> [AIM OF THE EXERCISE]: Every line in the data below that includes "lane" belongs in the answer, copied as it stands.
==== RECORDS SUPPLIED
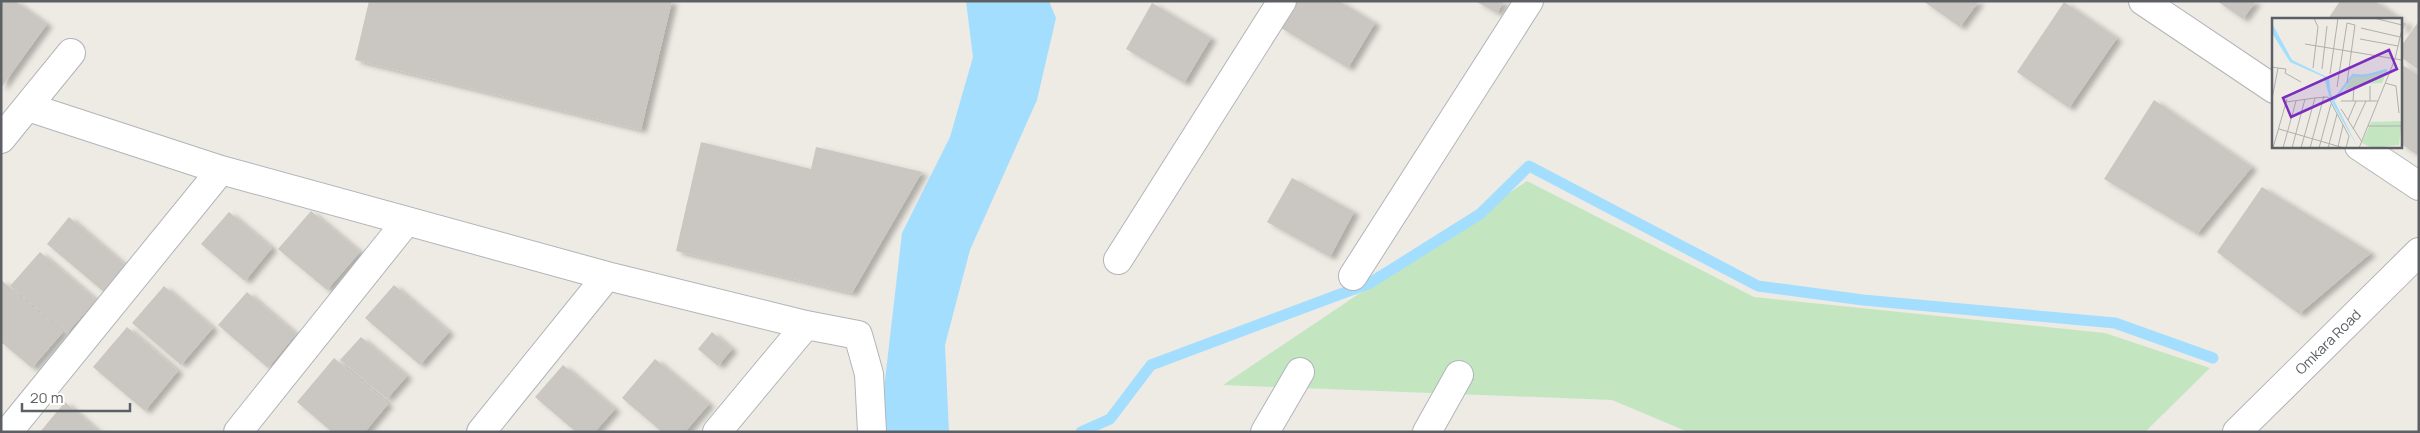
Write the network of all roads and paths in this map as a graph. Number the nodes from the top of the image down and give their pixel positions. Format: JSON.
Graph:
{"nodes":[{"id":1,"x":1282,"y":1,"type":"edge"},
{"id":2,"x":1529,"y":1,"type":"edge"},
{"id":3,"x":2143,"y":1,"type":"edge"},
{"id":4,"x":71,"y":54,"type":"dead end"},
{"id":5,"x":2272,"y":88,"type":"edge"},
{"id":6,"x":28,"y":107,"type":"junction"},
{"id":7,"x":1,"y":139,"type":"edge"},
{"id":8,"x":2362,"y":148,"type":"edge"},
{"id":9,"x":221,"y":170,"type":"junction"},
{"id":10,"x":2419,"y":186,"type":"edge"},
{"id":11,"x":406,"y":222,"type":"junction"},
{"id":12,"x":2419,"y":252,"type":"edge"},
{"id":13,"x":1118,"y":260,"type":"dead end"},
{"id":14,"x":607,"y":276,"type":"junction"},
{"id":15,"x":1353,"y":276,"type":"dead end"},
{"id":16,"x":806,"y":325,"type":"junction"},
{"id":17,"x":1300,"y":372,"type":"dead end"},
{"id":18,"x":1460,"y":375,"type":"dead end"},
{"id":19,"x":8,"y":432,"type":"edge"},
{"id":20,"x":238,"y":432,"type":"edge"},
{"id":21,"x":482,"y":432,"type":"edge"},
{"id":22,"x":717,"y":432,"type":"edge"},
{"id":23,"x":872,"y":432,"type":"edge"},
{"id":24,"x":1265,"y":432,"type":"edge"},
{"id":25,"x":1427,"y":432,"type":"edge"},
{"id":26,"x":2237,"y":432,"type":"edge"}],
"edges":[{"from":1,"to":13,"type":"street"},
{"from":2,"to":15,"type":"street"},
{"from":3,"to":5,"type":"street"},
{"from":4,"to":6,"type":"street"},
{"from":6,"to":7,"type":"street"},
{"from":6,"to":9,"type":"street"},
{"from":8,"to":10,"type":"street"},
{"from":9,"to":11,"type":"street"},
{"from":9,"to":19,"type":"street"},
{"from":11,"to":14,"type":"street"},
{"from":11,"to":20,"type":"street"},
{"from":12,"to":26,"type":"street","name":"Omkara Road"},
{"from":14,"to":16,"type":"street"},
{"from":14,"to":21,"type":"street"},
{"from":16,"to":22,"type":"street"},
{"from":16,"to":23,"type":"street"},
{"from":17,"to":24,"type":"street"},
{"from":18,"to":25,"type":"street"}]}
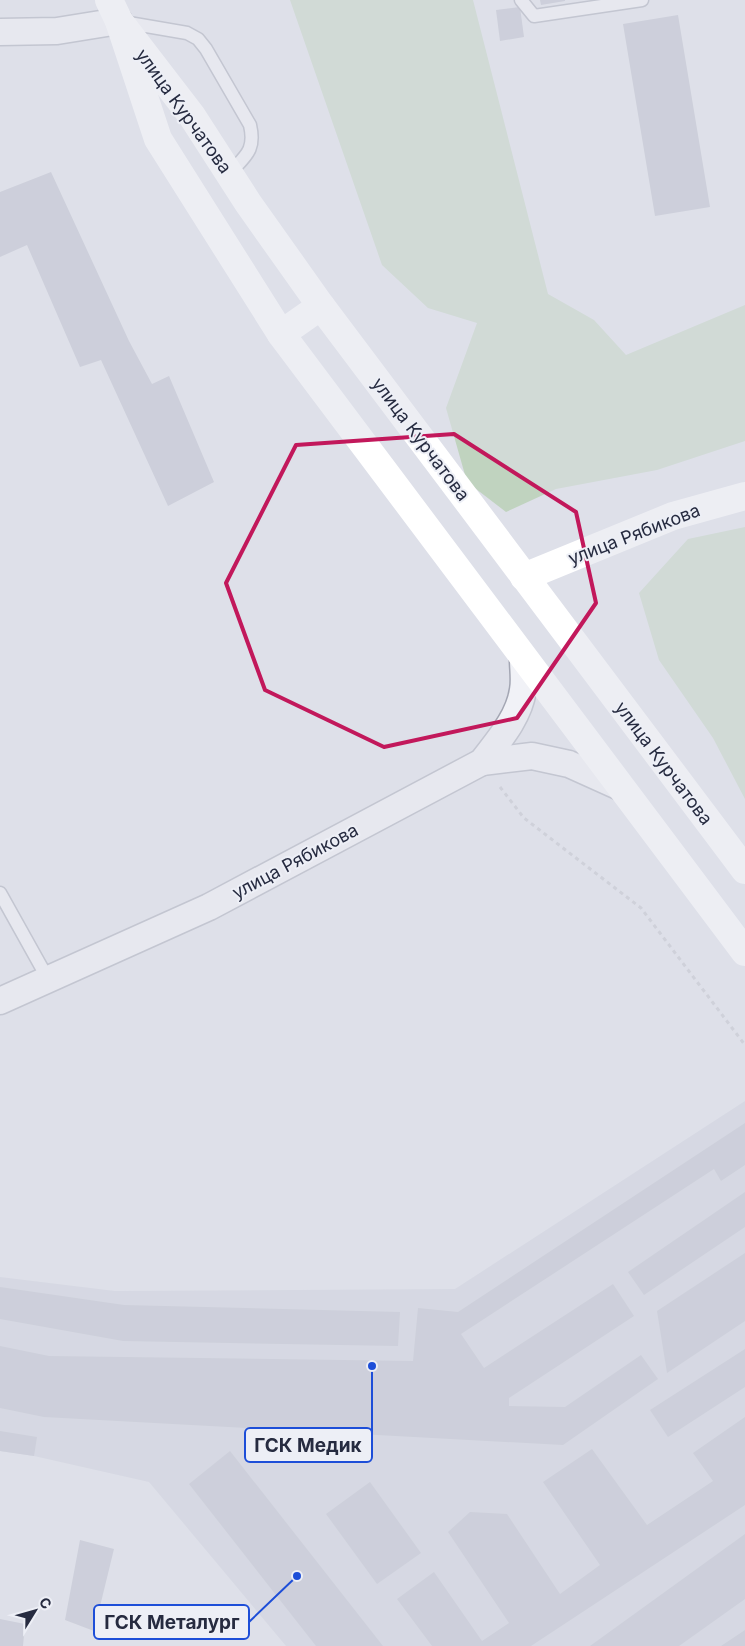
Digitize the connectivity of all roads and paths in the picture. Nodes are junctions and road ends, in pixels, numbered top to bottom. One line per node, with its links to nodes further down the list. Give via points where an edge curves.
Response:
1 (521, 0): 2 (lane, via 534,16)
2 (642, 0)
3 (114, 11): 4 (street, via 56,31); 5 (main road, улица Курчатова, via 192,116); 5 (lane, via 187,33 206,49 250,125 253,138 249,152); 7 (main road, via 158,139)
4 (0, 32)
5 (230, 174): 6 (main road, улица Курчатова)
6 (321, 306): 7 (main road); 9 (main road, улица Курчатова)
7 (281, 334): 10 (main road)
8 (745, 496): 9 (main road, улица Рябикова, via 673,516)
9 (524, 577): 14 (main road, улица Курчатова)
10 (523, 658): 11 (street, улица Рябикова, via 523,690 517,709 504,735); 13 (main road)
11 (482, 762): 13 (street, via 532,756 570,764); 17 (street, улица Рябикова, via 209,907)
12 (500, 787): 19 (path, via 524,818 641,908)
13 (620, 787): 16 (main road)
14 (745, 870)
15 (0, 893): 17 (lane)
16 (745, 952)
17 (48, 980): 18 (street, улица Рябикова)
18 (0, 1001)
19 (745, 1045)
========
> [TASK RESULT]:
1 (521, 0): 2 (lane, via 534,16)
3 (114, 11): 4 (street, via 56,31); 5 (main road, улица Курчатова, via 192,116); 5 (lane, via 187,33 206,49 250,125 253,138 249,152); 7 (main road, via 158,139)
15 (0, 893): 17 (lane)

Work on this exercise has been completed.